Neo
Neo

Reputation: 11567

is unescaping a javascript pre-escaped function a bad idea for performance?

I want to pre-escape part of my javascript code and then include it in my page in the form of eval(unescape([code])). would I be sacrificing performance?

Upvotes: 0

Views: 407

Answers (3)

Dagg Nabbit
Dagg Nabbit

Reputation: 76766

Unicode character escape sequences

example

var \u0062\u0061\u006E\u0061\u006E\u0061 = "\u0062\u0061\u006E\u0061\u006E\u0061";

is parsed as

var banana = "banana";

Base-36 decoding

(only for case-insensitive alphanumeric data)

parseInt("banana", 36);
> 683010982

683010982 .toString(36);
> "banana"

This could work for certain types of data if you split it up and delimit the numbers.


Base-64 encoding

You can find an implementation here...

base64_encode("banana banana banana!")
> "YmFuYW5hIGJhbmFuYSBiYW5hbmEh"

base64_decode("YmFuYW5hIGJhbmFuYSBiYW5hbmEh")
> "banana banana banana!"

Base-85 encoding

Packs things a bit smaller than base-64. Less popular format, might have to dig for an implementation or make your own.

Upvotes: 1

Dr.Molle
Dr.Molle

Reputation: 117354

If you want to hide something from spiders, use an external script and setup your robots.txt .

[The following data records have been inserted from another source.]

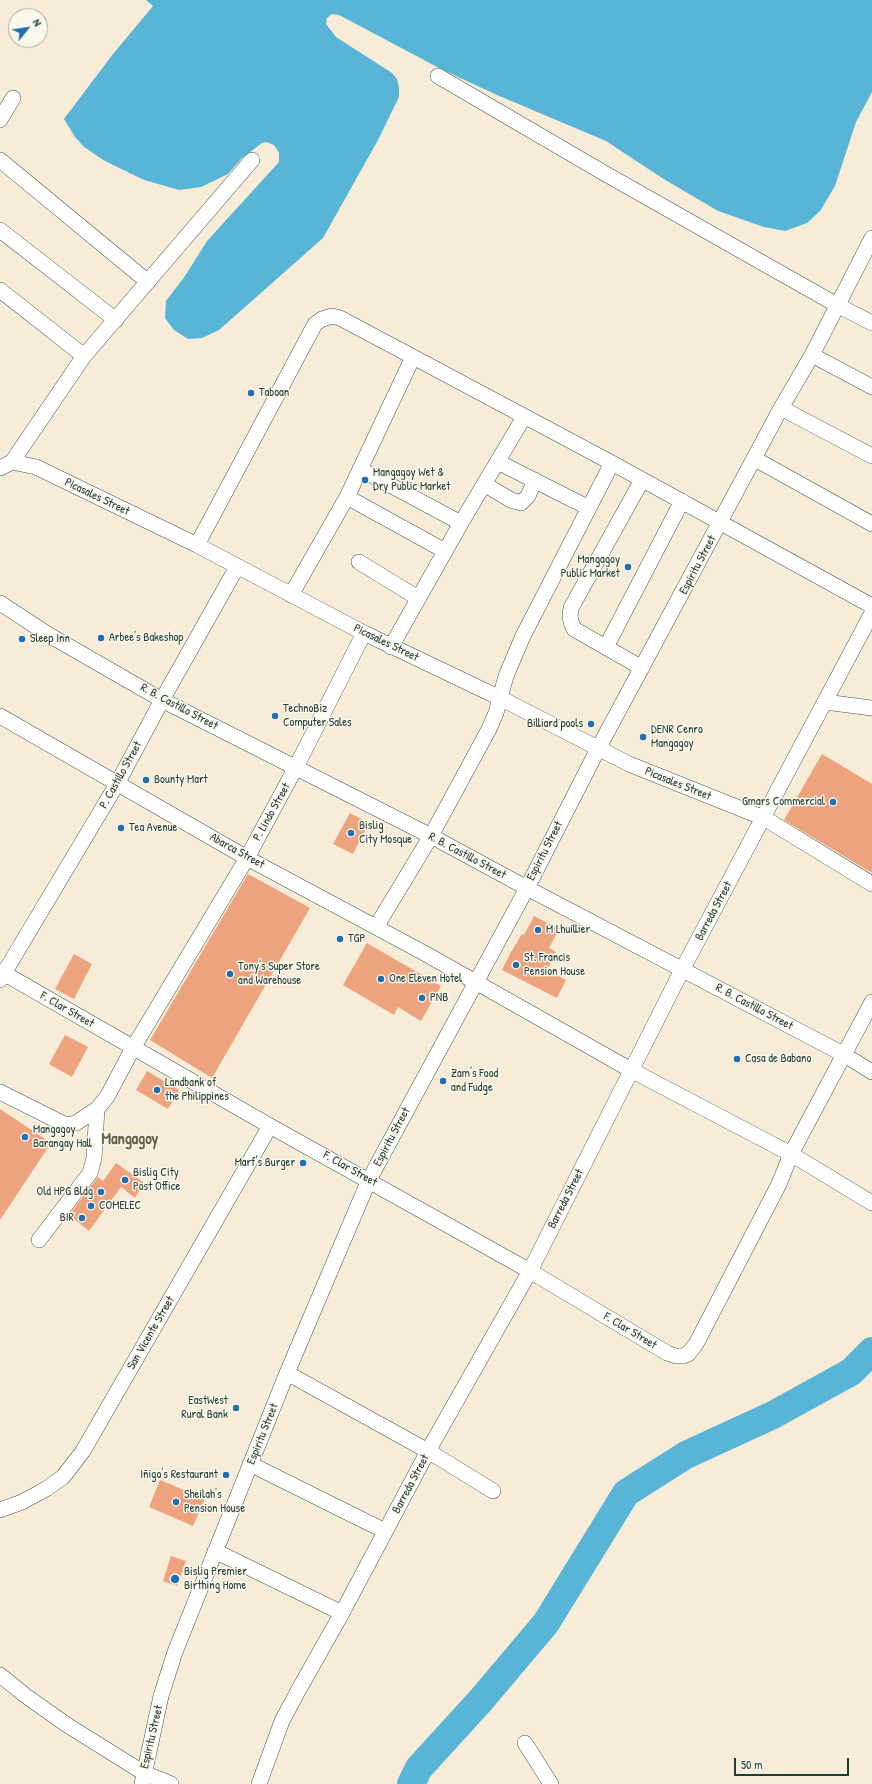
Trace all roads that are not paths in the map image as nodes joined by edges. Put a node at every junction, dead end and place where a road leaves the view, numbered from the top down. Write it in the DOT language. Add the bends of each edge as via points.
graph roads {
  1 [pos="438,76"];
  2 [pos="13,98"];
  3 [pos="0,120"];
  4 [pos="0,160"];
  5 [pos="252,160"];
  6 [pos="0,230"];
  7 [pos="872,238"];
  8 [pos="148,282"];
  9 [pos="0,290"];
  10 [pos="837,306"];
  11 [pos="116,320"];
  12 [pos="872,323"];
  13 [pos="812,354"];
  14 [pos="84,356"];
  15 [pos="413,357"];
  16 [pos="872,387"];
  17 [pos="781,408"];
  18 [pos="524,417"];
  19 [pos="872,456"];
  20 [pos="755,459"];
  21 [pos="498,462"];
  22 [pos="612,463"];
  23 [pos="6,465"];
  24 [pos="360,469"];
  25 [pos="535,480"];
  26 [pos="642,480"];
  27 [pos="484,484"];
  28 [pos="347,497"];
  29 [pos="682,501"];
  30 [pos="588,508"];
  31 [pos="461,523"];
  32 [pos="720,523"];
  33 [pos="872,524"];
  34 [pos="197,545"];
  35 [pos="445,552"];
  36 [pos="359,562"];
  37 [pos="237,567"];
  38 [pos="291,595"];
  39 [pos="418,598"];
  40 [pos="0,604"];
  41 [pos="872,606"];
  42 [pos="872,613"];
  43 [pos="364,633"];
  44 [pos="391,647"];
  45 [pos="606,647"];
  46 [pos="642,668"];
  47 [pos="500,698"];
  48 [pos="162,700"];
  49 [pos="825,702"];
  50 [pos="872,708"];
  51 [pos="0,716"];
  52 [pos="598,749"];
  53 [pos="296,767"];
  54 [pos="117,784"];
  55 [pos="764,818"];
  56 [pos="430,836"];
  57 [pos="247,858"];
  58 [pos="872,884"];
  59 [pos="527,888"];
  60 [pos="376,927"];
  61 [pos="682,970"];
  62 [pos="1,975"];
  63 [pos="476,982"];
  64 [pos="872,1002"];
  65 [pos="133,1048"];
  66 [pos="843,1054"];
  67 [pos="631,1070"];
  68 [pos="872,1072"];
  69 [pos="0,1092"];
  70 [pos="97,1109"];
  71 [pos="270,1126"];
  72 [pos="791,1154"];
  73 [pos="369,1180"];
  74 [pos="872,1203"];
  75 [pos="40,1240"];
  76 [pos="530,1271"];
  77 [pos="287,1373"];
  78 [pos="428,1450"];
  79 [pos="250,1464"];
  80 [pos="493,1491"];
  81 [pos="0,1510"];
  82 [pos="385,1532"];
  83 [pos="215,1551"];
  84 [pos="342,1612"];
  85 [pos="0,1675"];
  86 [pos="525,1743"];
  87 [pos="143,1778"];
  88 [pos="171,1784"];
  89 [pos="259,1784"];
  90 [pos="551,1784"];
  1 -- 10 [label="street"];
  2 -- 3 [label="street"];
  4 -- 8 [label="street"];
  5 -- 8 [label="street"];
  6 -- 11 [label="street"];
  7 -- 10 [label="street, Espiritu Street"];
  8 -- 11 [label="street"];
  9 -- 14 [label="street"];
  10 -- 12 [label="street"];
  10 -- 13 [label="street, Espiritu Street"];
  11 -- 14 [label="street"];
  13 -- 16 [label="street"];
  13 -- 17 [label="street, Espiritu Street"];
  14 -- 23 [label="street"];
  15 -- 18 [label="street"];
  15 -- 24 [label="street"];
  15 -- 34 [label="street" via="340,318 332,316 315,324"];
  17 -- 19 [label="street"];
  17 -- 20 [label="street, Espiritu Street"];
  18 -- 21 [label="street"];
  18 -- 22 [label="street"];
  20 -- 32 [label="street, Espiritu Street"];
  20 -- 33 [label="street"];
  21 -- 25 [label="street"];
  21 -- 27 [label="street"];
  22 -- 26 [label="street"];
  22 -- 30 [label="street"];
  23 -- 34 [label="street, Picasales Street" via="36,467"];
  24 -- 28 [label="street"];
  24 -- 31 [label="street"];
  25 -- 27 [label="street" via="528,496 520,503"];
  25 -- 30 [label="street"];
  26 -- 29 [label="street"];
  26 -- 45 [label="street" via="571,608 570,616 574,629"];
  27 -- 31 [label="street"];
  28 -- 35 [label="street"];
  28 -- 38 [label="street"];
  29 -- 32 [label="street"];
  29 -- 45 [label="street"];
  30 -- 47 [label="street" via="523,636 506,676"];
  31 -- 35 [label="street"];
  32 -- 41 [label="street"];
  32 -- 46 [label="street, Espiritu Street"];
  34 -- 37 [label="street, Picasales Street"];
  35 -- 39 [label="street"];
  36 -- 39 [label="street"];
  37 -- 38 [label="street, Picasales Street"];
  37 -- 48 [label="street, P. Castillo Street"];
  38 -- 43 [label="street, Picasales Street"];
  39 -- 44 [label="street"];
  40 -- 48 [label="street, R. B. Castillo Street"];
  42 -- 49 [label="street, Barreda Street"];
  43 -- 44 [label="street, Picasales Street"];
  43 -- 53 [label="street, P. Lindo Street"];
  44 -- 47 [label="street, Picasales Street"];
  45 -- 46 [label="street"];
  46 -- 52 [label="street, Espiritu Street"];
  47 -- 52 [label="street, Picasales Street"];
  47 -- 56 [label="street" via="489,729"];
  48 -- 53 [label="street, R. B. Castillo Street"];
  48 -- 54 [label="street, P. Castillo Street"];
  49 -- 50 [label="street"];
  49 -- 55 [label="street, Barreda Street"];
  51 -- 54 [label="street, Abarca Street"];
  52 -- 55 [label="street, Picasales Street" via="655,775"];
  52 -- 59 [label="street, Espiritu Street"];
  53 -- 56 [label="street, R. B. Castillo Street"];
  53 -- 57 [label="street, P. Lindo Street"];
  54 -- 57 [label="street, Abarca Street"];
  54 -- 62 [label="street, P. Castillo Street"];
  55 -- 58 [label="street, Picasales Street"];
  55 -- 61 [label="street, Barreda Street"];
  56 -- 59 [label="street, R. B. Castillo Street"];
  56 -- 60 [label="street"];
  57 -- 60 [label="street, Abarca Street"];
  57 -- 65 [label="street, P. Lindo Street"];
  59 -- 61 [label="street, R. B. Castillo Street"];
  59 -- 63 [label="street, Espiritu Street"];
  60 -- 63 [label="street, Abarca Street"];
  61 -- 66 [label="street, R. B. Castillo Street"];
  61 -- 67 [label="street, Barreda Street"];
  62 -- 65 [label="street, F. Clar Street"];
  63 -- 67 [label="street, Abarca Street"];
  63 -- 73 [label="street, Espiritu Street"];
  64 -- 66 [label="street"];
  65 -- 70 [label="street, P. Lindo Street" via="107,1097"];
  65 -- 71 [label="street, F. Clar Street"];
  66 -- 68 [label="street, R. B. Castillo Street"];
  66 -- 72 [label="street"];
  67 -- 72 [label="street, Abarca Street"];
  67 -- 76 [label="street, Barreda Street"];
  69 -- 70 [label="street" via="66,1125 76,1123"];
  70 -- 75 [label="street" via="94,1158 90,1173"];
  71 -- 73 [label="street, F. Clar Street"];
  71 -- 81 [label="street, San Vicente Street" via="83,1451 63,1477 22,1502"];
  72 -- 74 [label="street, Abarca Street"];
  72 -- 76 [label="street, F. Clar Street" via="779,1184 696,1344 688,1354 676,1356 667,1353"];
  73 -- 76 [label="street, F. Clar Street"];
  73 -- 77 [label="street, Espiritu Street"];
  76 -- 78 [label="street, Barreda Street"];
  77 -- 78 [label="street"];
  77 -- 79 [label="street, Espiritu Street"];
  78 -- 80 [label="street"];
  78 -- 82 [label="street, Barreda Street"];
  79 -- 82 [label="street"];
  79 -- 83 [label="street, Espiritu Street"];
  82 -- 84 [label="street, Barreda Street"];
  83 -- 84 [label="street"];
  83 -- 87 [label="street, Espiritu Street" via="167,1674"];
  84 -- 89 [label="street, Barreda Street" via="282,1721"];
  85 -- 87 [label="street" via="47,1712"];
  86 -- 90 [label="street"];
  87 -- 88 [label="street"];
}
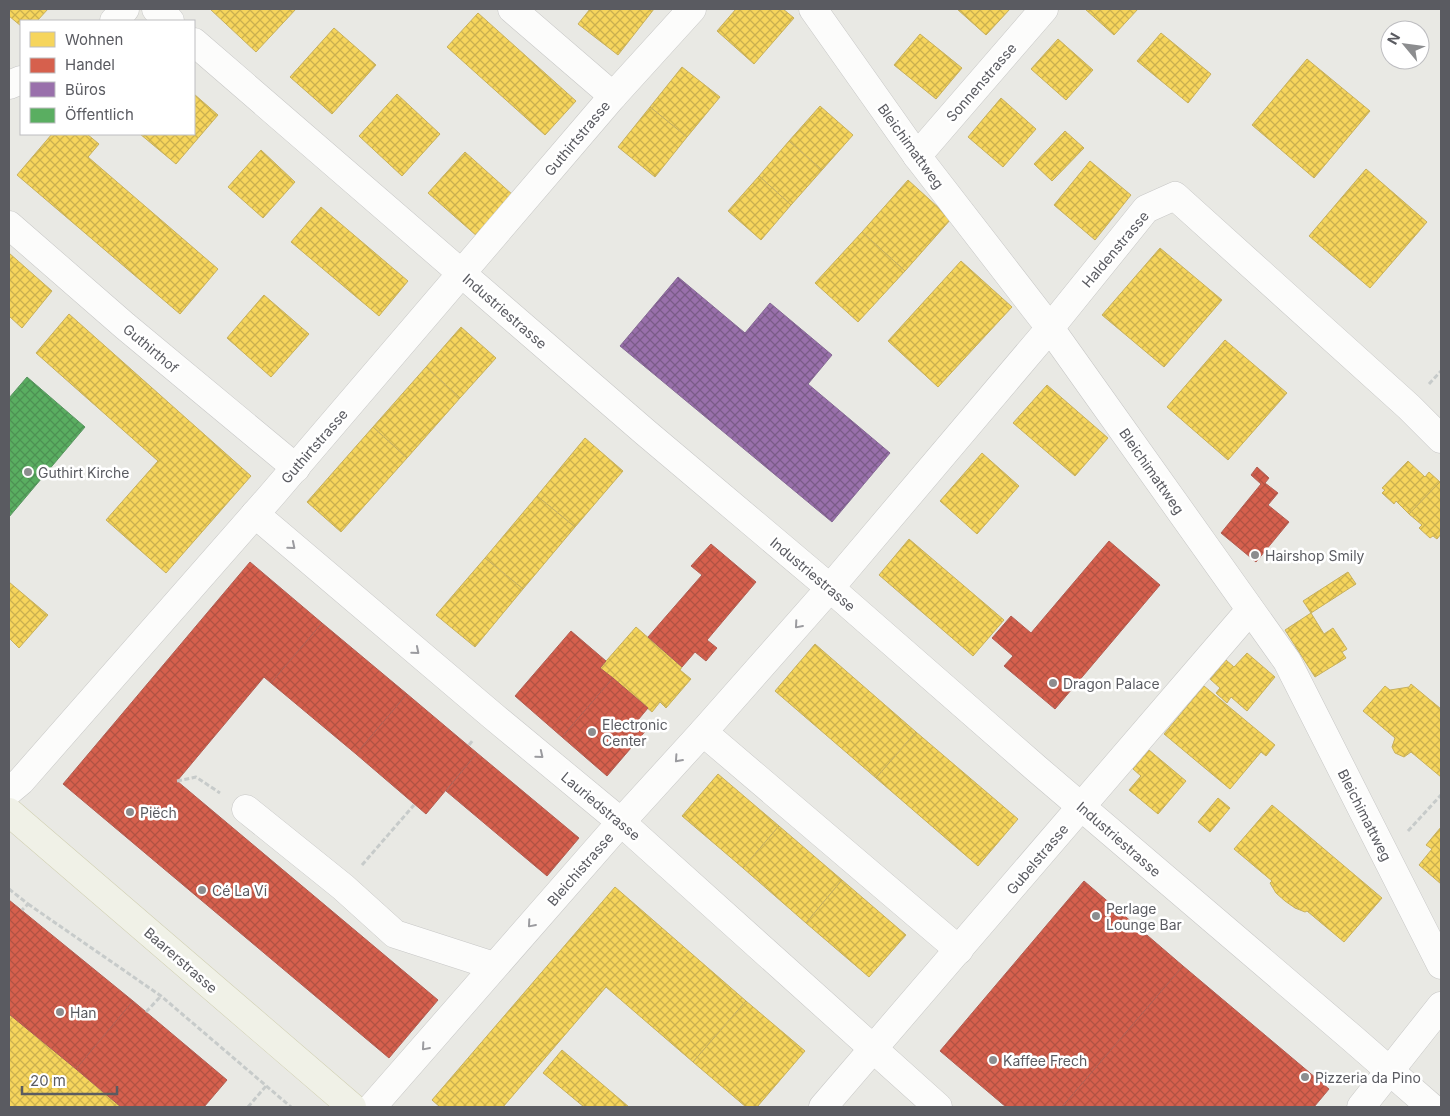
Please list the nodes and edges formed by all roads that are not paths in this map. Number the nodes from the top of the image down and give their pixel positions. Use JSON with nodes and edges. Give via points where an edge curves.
{"nodes":[{"id":1,"x":125,"y":9,"type":"edge"},
{"id":2,"x":156,"y":9,"type":"edge"},
{"id":3,"x":512,"y":9,"type":"edge"},
{"id":4,"x":692,"y":9,"type":"edge"},
{"id":5,"x":813,"y":9,"type":"edge"},
{"id":6,"x":1044,"y":9,"type":"edge"},
{"id":7,"x":115,"y":20,"type":"edge"},
{"id":8,"x":169,"y":20,"type":"edge"},
{"id":9,"x":195,"y":43,"type":"edge"},
{"id":10,"x":613,"y":96,"type":"junction"},
{"id":11,"x":918,"y":156,"type":"junction"},
{"id":12,"x":9,"y":225,"type":"edge"},
{"id":13,"x":463,"y":274,"type":"junction"},
{"id":14,"x":1050,"y":328,"type":"junction"},
{"id":15,"x":1441,"y":439,"type":"edge"},
{"id":16,"x":296,"y":468,"type":"junction"},
{"id":17,"x":255,"y":514,"type":"junction"},
{"id":18,"x":830,"y":588,"type":"junction"},
{"id":19,"x":1250,"y":610,"type":"junction"},
{"id":20,"x":703,"y":732,"type":"junction"},
{"id":21,"x":9,"y":791,"type":"edge"},
{"id":22,"x":1082,"y":806,"type":"junction"},
{"id":23,"x":246,"y":809,"type":"road end"},
{"id":24,"x":9,"y":812,"type":"edge"},
{"id":25,"x":621,"y":822,"type":"junction"},
{"id":26,"x":959,"y":950,"type":"junction"},
{"id":27,"x":1441,"y":965,"type":"edge"},
{"id":28,"x":494,"y":966,"type":"junction"},
{"id":29,"x":1441,"y":1006,"type":"edge"},
{"id":30,"x":873,"y":1050,"type":"junction"},
{"id":31,"x":1390,"y":1072,"type":"junction"},
{"id":32,"x":352,"y":1107,"type":"edge"},
{"id":33,"x":372,"y":1107,"type":"edge"},
{"id":34,"x":823,"y":1107,"type":"edge"},
{"id":35,"x":938,"y":1107,"type":"edge"},
{"id":36,"x":1361,"y":1107,"type":"edge"},
{"id":37,"x":1431,"y":1107,"type":"edge"}],
"edges":[{"from":1,"to":7,"type":"street"},
{"from":2,"to":8,"type":"street"},
{"from":3,"to":10,"type":"street","name":"Guthirtstrasse"},
{"from":4,"to":10,"type":"street","name":"Guthirtstrasse"},
{"from":5,"to":11,"type":"street","name":"Bleichimattweg"},
{"from":6,"to":11,"type":"street","name":"Sonnenstrasse"},
{"from":9,"to":13,"type":"street","name":"Industriestrasse"},
{"from":10,"to":13,"type":"street","name":"Guthirtstrasse"},
{"from":11,"to":14,"type":"street","name":"Bleichimattweg"},
{"from":12,"to":16,"type":"street","name":"Guthirthof"},
{"from":13,"to":16,"type":"street","name":"Guthirtstrasse"},
{"from":13,"to":18,"type":"street","name":"Industriestrasse"},
{"from":14,"to":15,"type":"street","name":"Haldenstrasse","via":[[1146,209],[1175,196]]},
{"from":14,"to":18,"type":"street","name":"Haldenstrasse"},
{"from":14,"to":19,"type":"street","name":"Bleichimattweg"},
{"from":16,"to":17,"type":"street","name":"Guthirtstrasse"},
{"from":17,"to":21,"type":"street","name":"Guthirtstrasse"},
{"from":17,"to":25,"type":"street","name":"Lauriedstrasse","one_way":true},
{"from":18,"to":20,"type":"street","name":"Bleichistrasse","one_way":true},
{"from":18,"to":22,"type":"street","name":"Industriestrasse"},
{"from":19,"to":22,"type":"street","name":"Gubelstrasse"},
{"from":19,"to":27,"type":"street","name":"Bleichimattweg","via":[[1287,661]]},
{"from":20,"to":25,"type":"street","name":"Bleichistrasse","one_way":true},
{"from":20,"to":26,"type":"street"},
{"from":22,"to":26,"type":"street","name":"Gubelstrasse"},
{"from":22,"to":31,"type":"street","name":"Industriestrasse"},
{"from":23,"to":28,"type":"street","via":[[343,887],[395,934]]},
{"from":24,"to":32,"type":"main road","name":"Baarerstrasse"},
{"from":25,"to":28,"type":"street","name":"Bleichistrasse","one_way":true},
{"from":25,"to":30,"type":"street","name":"Lauriedstrasse"},
{"from":26,"to":30,"type":"street","name":"Gubelstrasse"},
{"from":28,"to":33,"type":"street","name":"Bleichistrasse","one_way":true},
{"from":29,"to":31,"type":"street"},
{"from":30,"to":34,"type":"street","name":"Gubelstrasse"},
{"from":30,"to":35,"type":"street","name":"Lauriedstrasse"},
{"from":31,"to":36,"type":"street"},
{"from":31,"to":37,"type":"street","name":"Industriestrasse"}]}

"good" spiders will accept that, "bad" spiders will take a look anyway if they want to.

Upvotes: 1

Matt Ball
Matt Ball

Reputation: 359966

Don't worry about hiding your JavaScript code from spiders. It should be the least of your concerns, especially since they don't bother to look at it (except looking for more links to crawl).